=== What the task requires ===
Please reproduce the records exactly, leaving out any pictures.

[[ The data open ]]

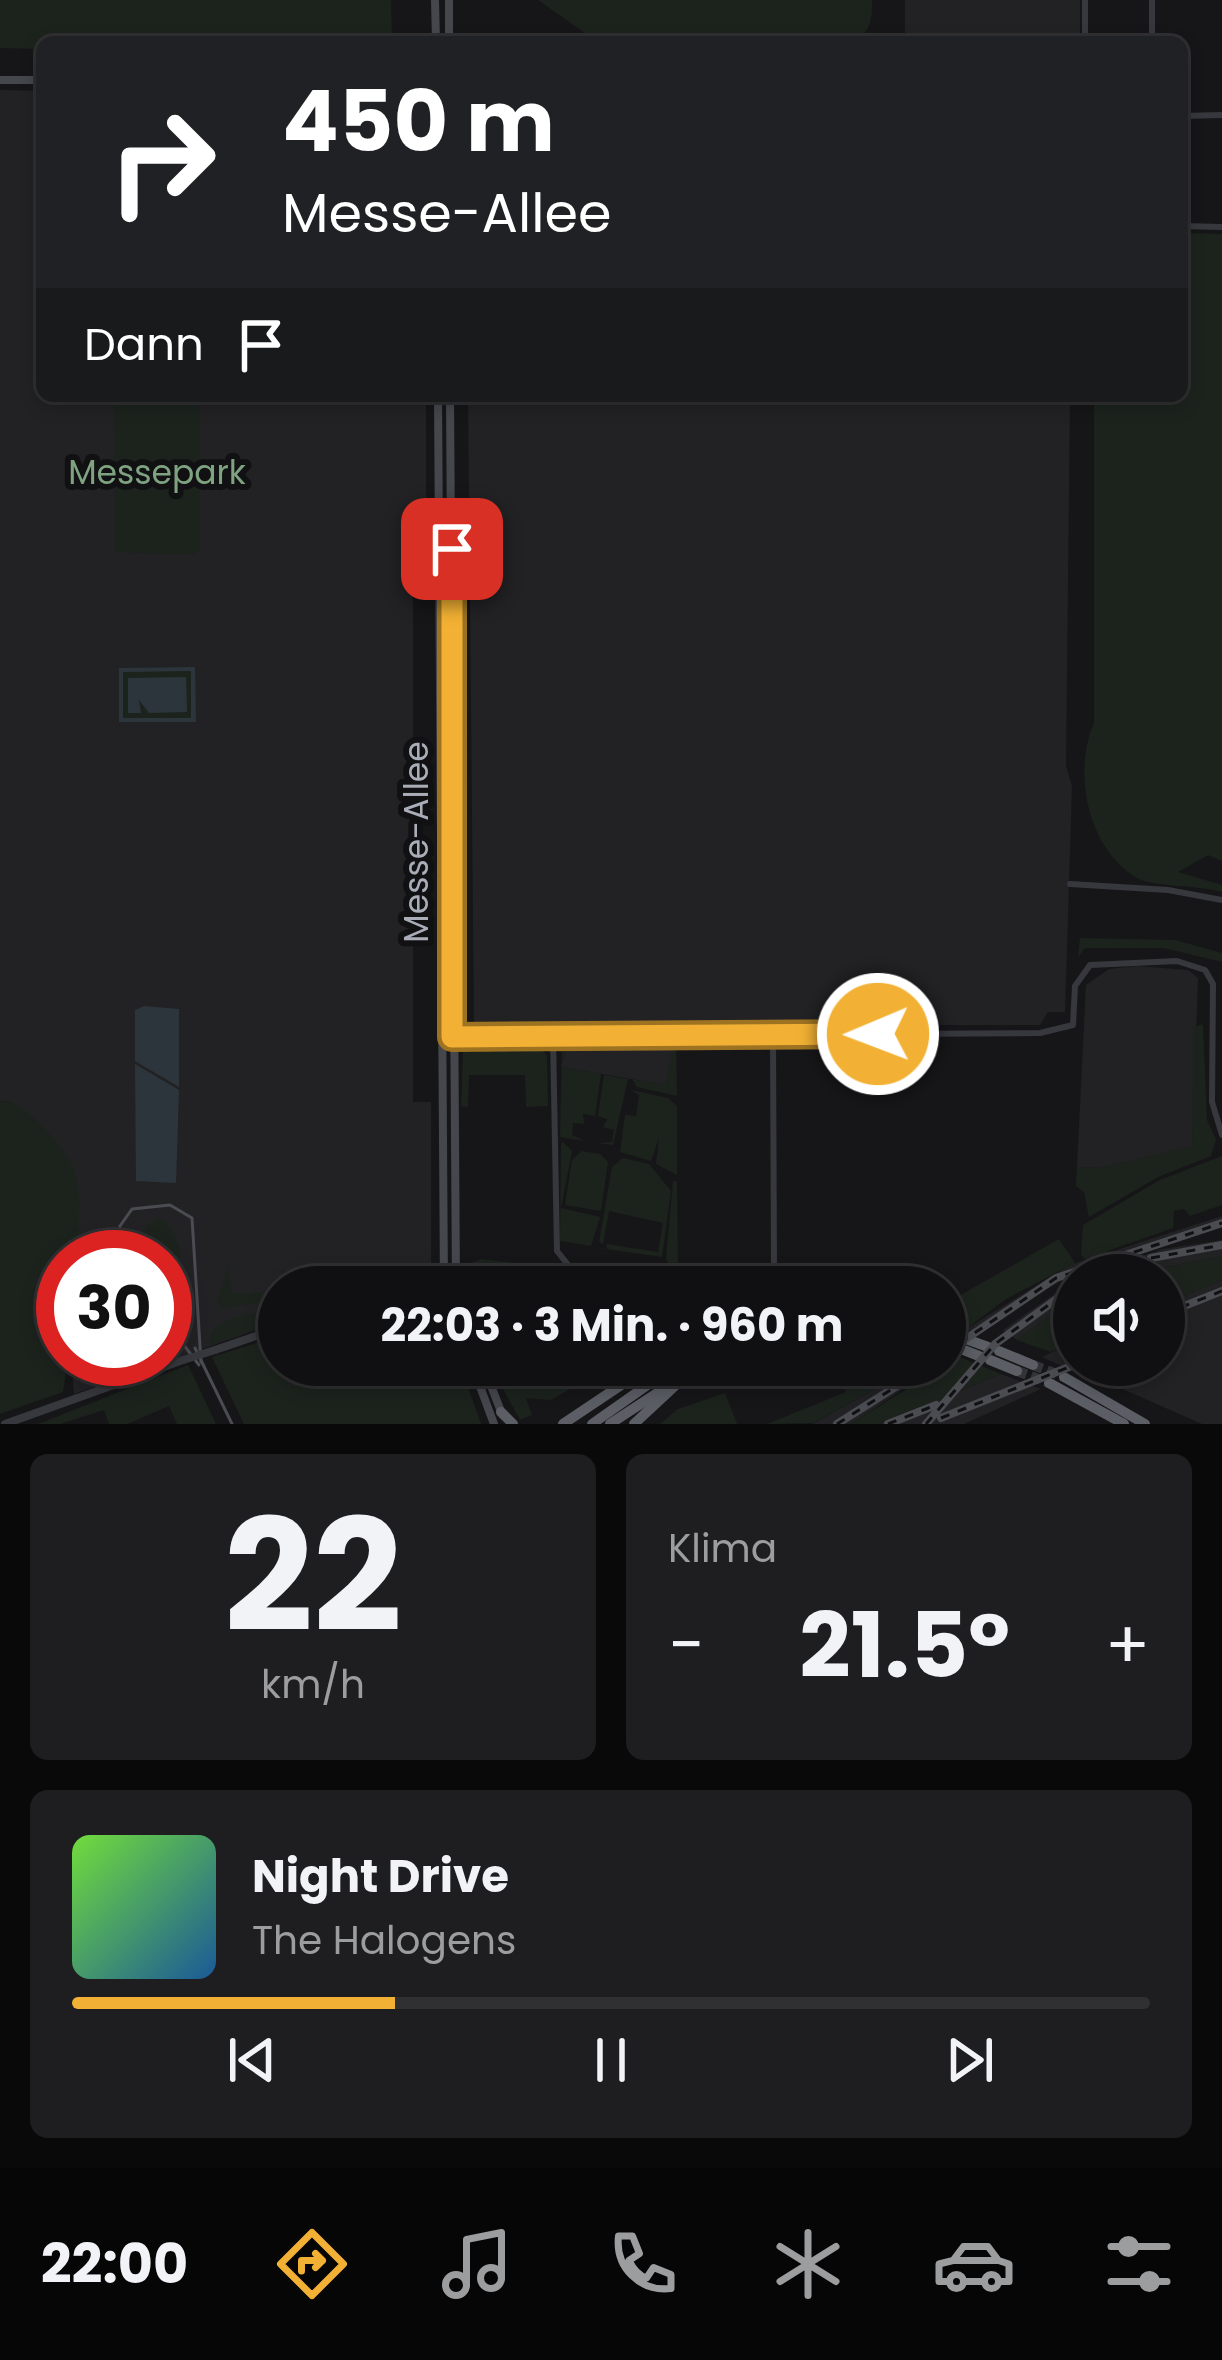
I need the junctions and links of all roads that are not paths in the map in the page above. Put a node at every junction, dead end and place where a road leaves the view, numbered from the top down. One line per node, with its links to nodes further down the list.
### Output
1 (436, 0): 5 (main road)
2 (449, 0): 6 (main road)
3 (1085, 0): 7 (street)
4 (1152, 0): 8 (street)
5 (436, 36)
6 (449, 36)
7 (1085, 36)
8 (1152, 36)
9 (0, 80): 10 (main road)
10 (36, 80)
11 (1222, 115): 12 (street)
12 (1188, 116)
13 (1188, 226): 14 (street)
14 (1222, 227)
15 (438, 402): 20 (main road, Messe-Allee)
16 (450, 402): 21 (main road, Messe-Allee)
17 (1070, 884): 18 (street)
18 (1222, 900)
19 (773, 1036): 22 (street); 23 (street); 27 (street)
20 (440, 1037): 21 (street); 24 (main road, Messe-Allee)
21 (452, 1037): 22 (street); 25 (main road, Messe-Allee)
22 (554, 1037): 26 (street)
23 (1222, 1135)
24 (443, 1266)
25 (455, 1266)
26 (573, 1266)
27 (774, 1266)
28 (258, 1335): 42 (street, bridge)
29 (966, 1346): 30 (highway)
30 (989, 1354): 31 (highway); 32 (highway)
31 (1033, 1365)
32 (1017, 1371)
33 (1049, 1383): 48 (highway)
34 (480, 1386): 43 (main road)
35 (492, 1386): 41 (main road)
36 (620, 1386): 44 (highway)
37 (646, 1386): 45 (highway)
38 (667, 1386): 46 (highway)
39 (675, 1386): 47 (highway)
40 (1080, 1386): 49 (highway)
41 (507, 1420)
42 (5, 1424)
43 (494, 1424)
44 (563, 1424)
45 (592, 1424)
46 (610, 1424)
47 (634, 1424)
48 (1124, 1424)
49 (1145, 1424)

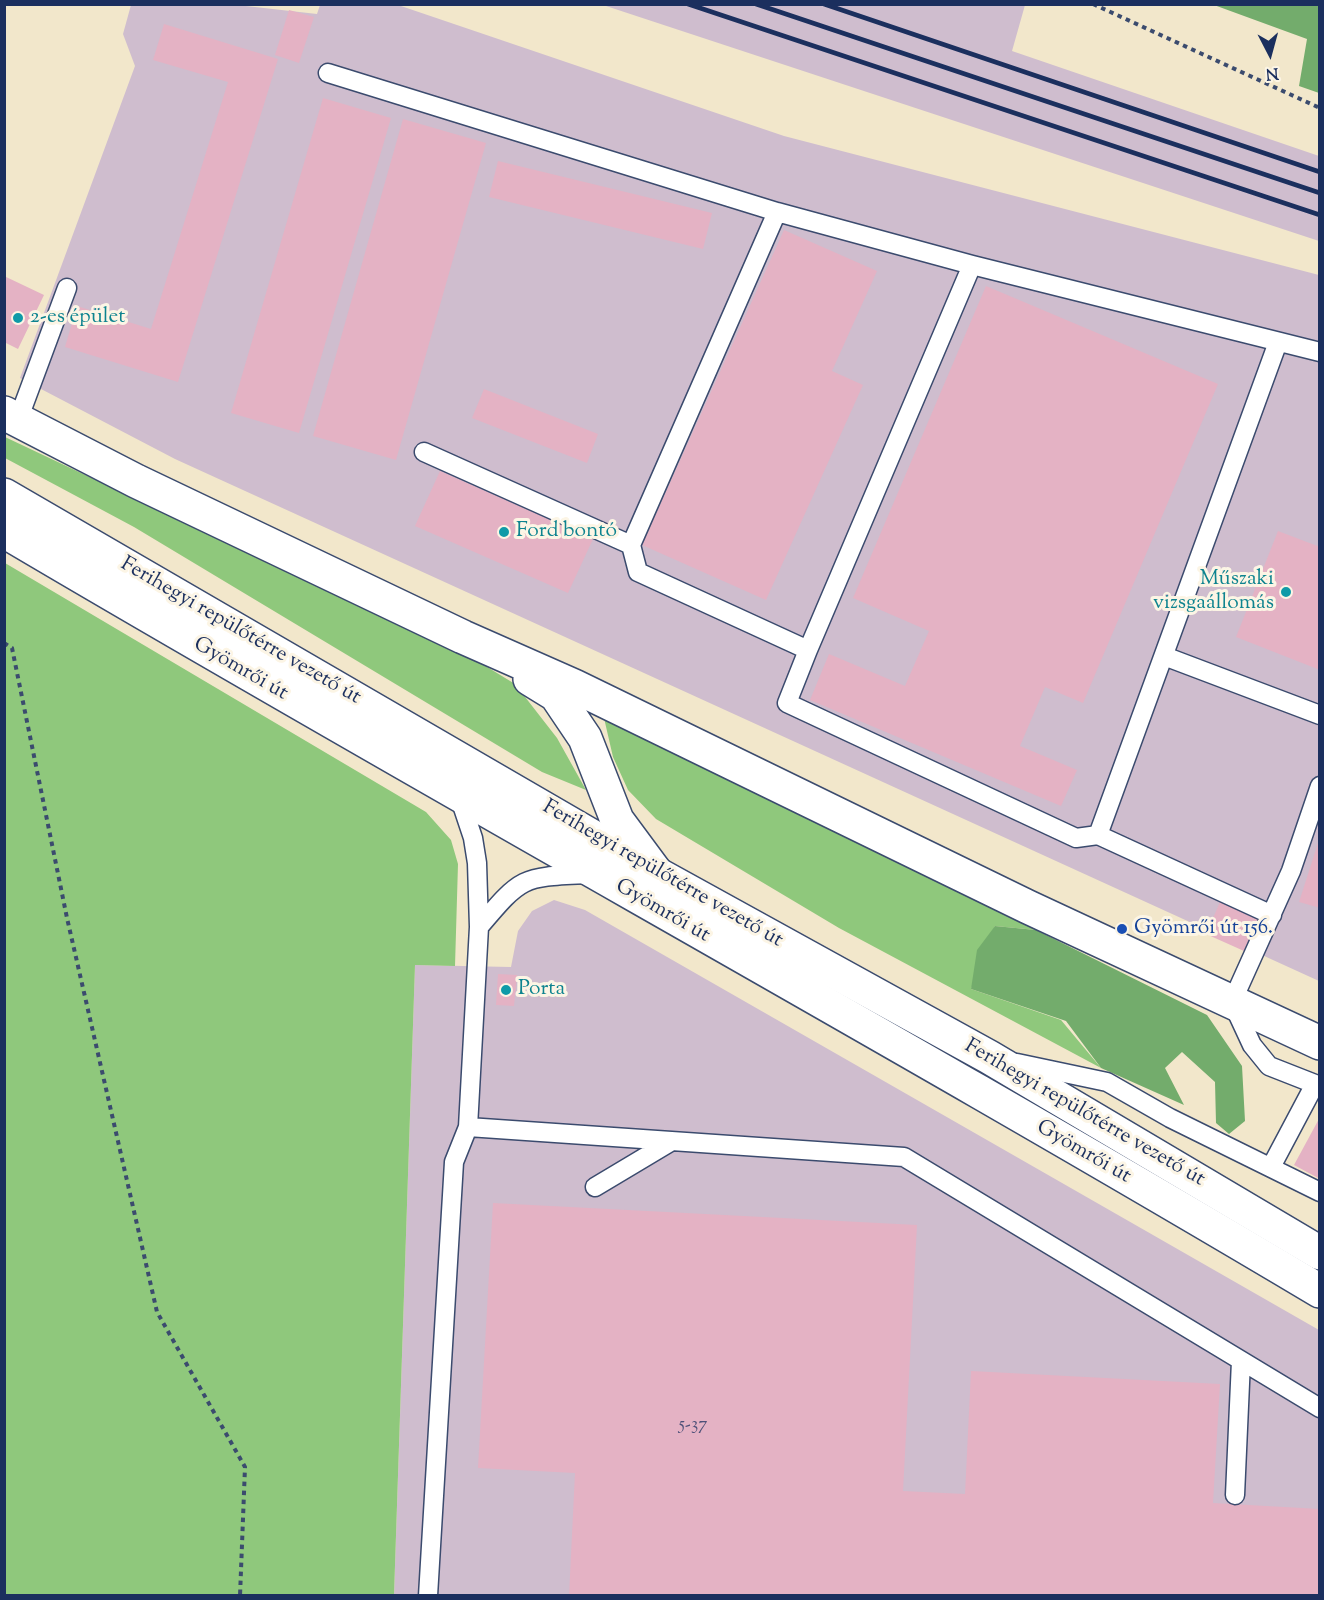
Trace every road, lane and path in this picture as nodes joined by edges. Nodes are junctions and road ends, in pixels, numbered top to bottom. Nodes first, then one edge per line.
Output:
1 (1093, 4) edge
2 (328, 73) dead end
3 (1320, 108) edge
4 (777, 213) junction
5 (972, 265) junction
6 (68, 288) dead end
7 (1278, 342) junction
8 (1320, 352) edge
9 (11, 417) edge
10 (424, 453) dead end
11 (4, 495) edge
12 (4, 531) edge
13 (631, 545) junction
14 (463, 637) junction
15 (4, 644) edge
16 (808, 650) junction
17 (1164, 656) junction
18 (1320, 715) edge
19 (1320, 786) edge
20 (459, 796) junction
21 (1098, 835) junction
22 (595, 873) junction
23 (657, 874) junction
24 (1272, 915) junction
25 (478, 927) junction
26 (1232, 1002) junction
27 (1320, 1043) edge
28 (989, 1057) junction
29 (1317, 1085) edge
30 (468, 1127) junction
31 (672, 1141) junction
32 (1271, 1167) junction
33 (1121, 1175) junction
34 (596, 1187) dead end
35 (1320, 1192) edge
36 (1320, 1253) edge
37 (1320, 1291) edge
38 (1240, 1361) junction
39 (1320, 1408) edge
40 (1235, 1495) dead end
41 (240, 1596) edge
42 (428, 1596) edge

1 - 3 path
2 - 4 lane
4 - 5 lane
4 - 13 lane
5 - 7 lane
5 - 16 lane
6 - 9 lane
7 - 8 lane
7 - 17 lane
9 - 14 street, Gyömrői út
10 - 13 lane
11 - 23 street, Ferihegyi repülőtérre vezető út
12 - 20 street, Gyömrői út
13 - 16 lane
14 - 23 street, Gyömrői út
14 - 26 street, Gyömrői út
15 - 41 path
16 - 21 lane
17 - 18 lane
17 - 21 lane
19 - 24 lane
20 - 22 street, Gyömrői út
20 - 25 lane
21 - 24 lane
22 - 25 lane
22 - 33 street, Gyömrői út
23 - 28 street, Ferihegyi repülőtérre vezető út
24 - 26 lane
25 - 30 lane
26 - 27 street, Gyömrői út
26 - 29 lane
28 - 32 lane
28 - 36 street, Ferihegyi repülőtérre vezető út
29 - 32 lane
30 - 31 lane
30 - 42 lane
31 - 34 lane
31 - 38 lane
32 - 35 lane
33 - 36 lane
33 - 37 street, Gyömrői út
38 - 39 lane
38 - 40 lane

[[ The data closed ]]

=== Exercise answer ===
I need the junctions and links of all roads that are not paths in the map in the page above. Put a node at every junction, dead end and place where a road leaves the view, numbered from the top down. One line per node, with its links to nodes further down the list.
### Output
1 (436, 0): 5 (main road)
2 (449, 0): 6 (main road)
3 (1085, 0): 7 (street)
4 (1152, 0): 8 (street)
5 (436, 36)
6 (449, 36)
7 (1085, 36)
8 (1152, 36)
9 (0, 80): 10 (main road)
10 (36, 80)
11 (1222, 115): 12 (street)
12 (1188, 116)
13 (1188, 226): 14 (street)
14 (1222, 227)
15 (438, 402): 20 (main road, Messe-Allee)
16 (450, 402): 21 (main road, Messe-Allee)
17 (1070, 884): 18 (street)
18 (1222, 900)
19 (773, 1036): 22 (street); 23 (street); 27 (street)
20 (440, 1037): 21 (street); 24 (main road, Messe-Allee)
21 (452, 1037): 22 (street); 25 (main road, Messe-Allee)
22 (554, 1037): 26 (street)
23 (1222, 1135)
24 (443, 1266)
25 (455, 1266)
26 (573, 1266)
27 (774, 1266)
28 (258, 1335): 42 (street, bridge)
29 (966, 1346): 30 (highway)
30 (989, 1354): 31 (highway); 32 (highway)
31 (1033, 1365)
32 (1017, 1371)
33 (1049, 1383): 48 (highway)
34 (480, 1386): 43 (main road)
35 (492, 1386): 41 (main road)
36 (620, 1386): 44 (highway)
37 (646, 1386): 45 (highway)
38 (667, 1386): 46 (highway)
39 (675, 1386): 47 (highway)
40 (1080, 1386): 49 (highway)
41 (507, 1420)
42 (5, 1424)
43 (494, 1424)
44 (563, 1424)
45 (592, 1424)
46 (610, 1424)
47 (634, 1424)
48 (1124, 1424)
49 (1145, 1424)

Trace every road, lane and path in this picture as nodes joined by edges. Nodes are junctions and road ends, in pixels, numbered top to bottom. Nodes first, then one edge per line.
Output:
1 (1093, 4) edge
2 (328, 73) dead end
3 (1320, 108) edge
4 (777, 213) junction
5 (972, 265) junction
6 (68, 288) dead end
7 (1278, 342) junction
8 (1320, 352) edge
9 (11, 417) edge
10 (424, 453) dead end
11 (4, 495) edge
12 (4, 531) edge
13 (631, 545) junction
14 (463, 637) junction
15 (4, 644) edge
16 (808, 650) junction
17 (1164, 656) junction
18 (1320, 715) edge
19 (1320, 786) edge
20 (459, 796) junction
21 (1098, 835) junction
22 (595, 873) junction
23 (657, 874) junction
24 (1272, 915) junction
25 (478, 927) junction
26 (1232, 1002) junction
27 (1320, 1043) edge
28 (989, 1057) junction
29 (1317, 1085) edge
30 (468, 1127) junction
31 (672, 1141) junction
32 (1271, 1167) junction
33 (1121, 1175) junction
34 (596, 1187) dead end
35 (1320, 1192) edge
36 (1320, 1253) edge
37 (1320, 1291) edge
38 (1240, 1361) junction
39 (1320, 1408) edge
40 (1235, 1495) dead end
41 (240, 1596) edge
42 (428, 1596) edge

1 - 3 path
2 - 4 lane
4 - 5 lane
4 - 13 lane
5 - 7 lane
5 - 16 lane
6 - 9 lane
7 - 8 lane
7 - 17 lane
9 - 14 street, Gyömrői út
10 - 13 lane
11 - 23 street, Ferihegyi repülőtérre vezető út
12 - 20 street, Gyömrői út
13 - 16 lane
14 - 23 street, Gyömrői út
14 - 26 street, Gyömrői út
15 - 41 path
16 - 21 lane
17 - 18 lane
17 - 21 lane
19 - 24 lane
20 - 22 street, Gyömrői út
20 - 25 lane
21 - 24 lane
22 - 25 lane
22 - 33 street, Gyömrői út
23 - 28 street, Ferihegyi repülőtérre vezető út
24 - 26 lane
25 - 30 lane
26 - 27 street, Gyömrői út
26 - 29 lane
28 - 32 lane
28 - 36 street, Ferihegyi repülőtérre vezető út
29 - 32 lane
30 - 31 lane
30 - 42 lane
31 - 34 lane
31 - 38 lane
32 - 35 lane
33 - 36 lane
33 - 37 street, Gyömrői út
38 - 39 lane
38 - 40 lane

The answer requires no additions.